As I crack open my first of many cold beers for Christmas day, I hear my daughter playing in the lounge-room while my wife tries to keep her away form the Christmas-tree and the presents that lie enticingly underneath

After helping prepare lunch I say enthusiastically “Should we open our presents?”

“But it’s almost lunchtime.” My mother says, knowing that this won’t make any difference.

“C’mon mum, you’re up first”

We sit in the lounge-room and hand out brightly wrapped presents to each other, all laughing and smiling. All of us are sharing the half melted chocolates and lollies we open, knowing that once Christmas is over we will need to start exercising again. Everyone gets a present each and opens it with great enthusiasm. I let my daughter sit on my lap and help rip open the wrapping of all my presents as she squeals with glee and delight.

Once the presents are all opened we make our way to the table for lunch. Ham, chicken, prawns, crabs, Moreton Bay bugs, salad, bread rolls, butter, potato salad, nuts, curried eggs, coleslaw, corn, asparagus, beetroot, fresh fruit, cheese and crackers, cold beer, fresh lemonade, lots of napkins, chatter and full bellies – All cold, all fresh and delicious.

We talk about family and tell funny stories. Drink too much and laugh too hard. It’s a time we all come together to share and enjoy each other’s company on a very hot day with a big lunch.

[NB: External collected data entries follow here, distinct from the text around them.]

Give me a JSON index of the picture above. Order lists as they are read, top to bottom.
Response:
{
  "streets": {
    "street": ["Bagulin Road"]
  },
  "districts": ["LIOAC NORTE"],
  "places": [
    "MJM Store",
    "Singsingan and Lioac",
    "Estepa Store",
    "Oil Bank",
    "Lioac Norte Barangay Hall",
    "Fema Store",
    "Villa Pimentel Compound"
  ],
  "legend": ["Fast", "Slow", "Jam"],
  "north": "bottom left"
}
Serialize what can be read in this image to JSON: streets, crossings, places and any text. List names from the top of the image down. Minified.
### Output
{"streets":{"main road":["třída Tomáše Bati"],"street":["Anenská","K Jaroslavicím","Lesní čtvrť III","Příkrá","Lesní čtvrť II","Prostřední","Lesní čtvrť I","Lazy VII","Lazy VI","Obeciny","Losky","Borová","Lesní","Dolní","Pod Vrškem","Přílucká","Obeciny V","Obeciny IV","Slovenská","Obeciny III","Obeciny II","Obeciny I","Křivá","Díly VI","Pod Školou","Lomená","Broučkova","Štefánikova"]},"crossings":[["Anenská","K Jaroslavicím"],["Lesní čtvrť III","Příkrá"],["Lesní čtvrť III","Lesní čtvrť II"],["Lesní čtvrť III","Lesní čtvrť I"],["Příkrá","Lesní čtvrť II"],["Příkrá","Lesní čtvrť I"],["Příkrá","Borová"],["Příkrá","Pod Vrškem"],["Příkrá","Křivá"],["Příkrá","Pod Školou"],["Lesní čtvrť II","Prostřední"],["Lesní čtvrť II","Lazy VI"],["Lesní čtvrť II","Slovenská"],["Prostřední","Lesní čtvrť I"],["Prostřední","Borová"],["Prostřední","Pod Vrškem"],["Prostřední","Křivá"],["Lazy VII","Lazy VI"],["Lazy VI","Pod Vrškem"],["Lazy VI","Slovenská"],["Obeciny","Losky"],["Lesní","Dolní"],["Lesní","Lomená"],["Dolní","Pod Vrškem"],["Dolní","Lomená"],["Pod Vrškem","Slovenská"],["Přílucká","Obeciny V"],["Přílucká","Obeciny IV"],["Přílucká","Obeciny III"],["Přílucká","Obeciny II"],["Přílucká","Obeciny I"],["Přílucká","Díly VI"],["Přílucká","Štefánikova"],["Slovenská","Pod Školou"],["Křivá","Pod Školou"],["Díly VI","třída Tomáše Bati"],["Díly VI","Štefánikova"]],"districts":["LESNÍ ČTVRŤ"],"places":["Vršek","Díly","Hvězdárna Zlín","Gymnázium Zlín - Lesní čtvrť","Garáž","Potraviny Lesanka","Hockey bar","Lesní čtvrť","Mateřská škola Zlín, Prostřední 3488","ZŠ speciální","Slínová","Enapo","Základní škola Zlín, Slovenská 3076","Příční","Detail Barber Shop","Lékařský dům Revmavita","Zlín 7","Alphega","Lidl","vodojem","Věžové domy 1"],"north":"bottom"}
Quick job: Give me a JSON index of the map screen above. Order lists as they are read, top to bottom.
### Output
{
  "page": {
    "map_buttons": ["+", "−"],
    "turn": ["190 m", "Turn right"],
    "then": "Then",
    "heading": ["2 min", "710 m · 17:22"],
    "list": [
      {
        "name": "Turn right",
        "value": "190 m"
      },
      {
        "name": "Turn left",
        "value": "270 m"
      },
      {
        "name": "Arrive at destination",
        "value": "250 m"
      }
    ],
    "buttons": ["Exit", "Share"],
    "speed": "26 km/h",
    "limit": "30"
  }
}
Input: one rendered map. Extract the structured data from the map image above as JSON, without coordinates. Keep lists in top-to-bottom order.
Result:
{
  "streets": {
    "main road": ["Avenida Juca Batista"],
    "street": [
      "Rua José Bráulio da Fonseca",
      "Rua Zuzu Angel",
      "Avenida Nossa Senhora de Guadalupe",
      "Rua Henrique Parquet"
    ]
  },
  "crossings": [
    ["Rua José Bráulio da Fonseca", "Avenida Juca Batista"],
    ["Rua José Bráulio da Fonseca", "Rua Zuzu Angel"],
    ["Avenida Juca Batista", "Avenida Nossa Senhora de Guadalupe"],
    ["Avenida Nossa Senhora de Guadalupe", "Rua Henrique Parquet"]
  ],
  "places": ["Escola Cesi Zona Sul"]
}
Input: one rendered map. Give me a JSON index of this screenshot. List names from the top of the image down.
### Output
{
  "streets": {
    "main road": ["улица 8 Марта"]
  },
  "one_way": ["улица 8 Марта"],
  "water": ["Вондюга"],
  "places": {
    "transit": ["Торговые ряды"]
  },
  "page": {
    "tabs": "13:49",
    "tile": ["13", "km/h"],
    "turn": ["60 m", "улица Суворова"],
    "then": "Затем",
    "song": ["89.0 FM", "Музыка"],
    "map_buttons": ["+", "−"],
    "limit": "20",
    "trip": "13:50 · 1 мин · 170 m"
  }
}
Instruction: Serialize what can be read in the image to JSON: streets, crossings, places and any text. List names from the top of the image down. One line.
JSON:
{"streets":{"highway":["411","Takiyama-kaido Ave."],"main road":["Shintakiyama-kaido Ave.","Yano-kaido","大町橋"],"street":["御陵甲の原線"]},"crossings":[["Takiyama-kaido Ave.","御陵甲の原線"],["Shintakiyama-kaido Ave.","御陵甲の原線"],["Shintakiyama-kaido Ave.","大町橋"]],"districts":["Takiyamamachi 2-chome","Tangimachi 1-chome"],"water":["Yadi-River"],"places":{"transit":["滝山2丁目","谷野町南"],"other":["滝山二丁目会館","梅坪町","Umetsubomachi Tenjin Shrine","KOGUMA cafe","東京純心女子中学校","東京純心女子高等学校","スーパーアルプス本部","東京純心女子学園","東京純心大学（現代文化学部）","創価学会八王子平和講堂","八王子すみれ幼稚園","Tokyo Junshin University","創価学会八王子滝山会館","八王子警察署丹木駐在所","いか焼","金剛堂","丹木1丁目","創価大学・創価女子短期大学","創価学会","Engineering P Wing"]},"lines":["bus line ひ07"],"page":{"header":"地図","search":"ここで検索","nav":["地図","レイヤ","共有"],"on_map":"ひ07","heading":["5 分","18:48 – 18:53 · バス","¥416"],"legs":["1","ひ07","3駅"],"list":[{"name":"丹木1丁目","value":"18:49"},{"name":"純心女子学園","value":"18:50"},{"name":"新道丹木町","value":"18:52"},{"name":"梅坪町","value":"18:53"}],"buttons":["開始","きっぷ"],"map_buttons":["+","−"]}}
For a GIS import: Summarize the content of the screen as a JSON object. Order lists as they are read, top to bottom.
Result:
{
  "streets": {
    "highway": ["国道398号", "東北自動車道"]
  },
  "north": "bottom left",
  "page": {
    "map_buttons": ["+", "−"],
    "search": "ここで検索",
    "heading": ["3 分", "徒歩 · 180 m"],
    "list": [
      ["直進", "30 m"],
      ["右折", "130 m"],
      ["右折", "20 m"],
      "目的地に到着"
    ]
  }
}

This is Christmas in Australia.

You can read more of Peter’s work at http://chocolatemakesitbetter.blogspot.com

3 Comments

  1. I wish I lived in Australia.

    Comment by Grandmother — December 5, 2005 @ 3:06 pm

  2. It just occurred to me that I would eat gorge myself much LESS on holiday food if I were doing so in revealing summer clothing that exposed my ham-like upper arms, instead of bulky, winter attire that neatly conceals my extra rolls (of fat — not bread). You Aussies are on to something there.

    Comment by L. — December 5, 2005 @ 4:43 pm

  3. it disturbs me as a brit that he wears cheese string pants (thongs) on his feet other than that i don’t think xmas would be xmas without being able to moan about the cold!!!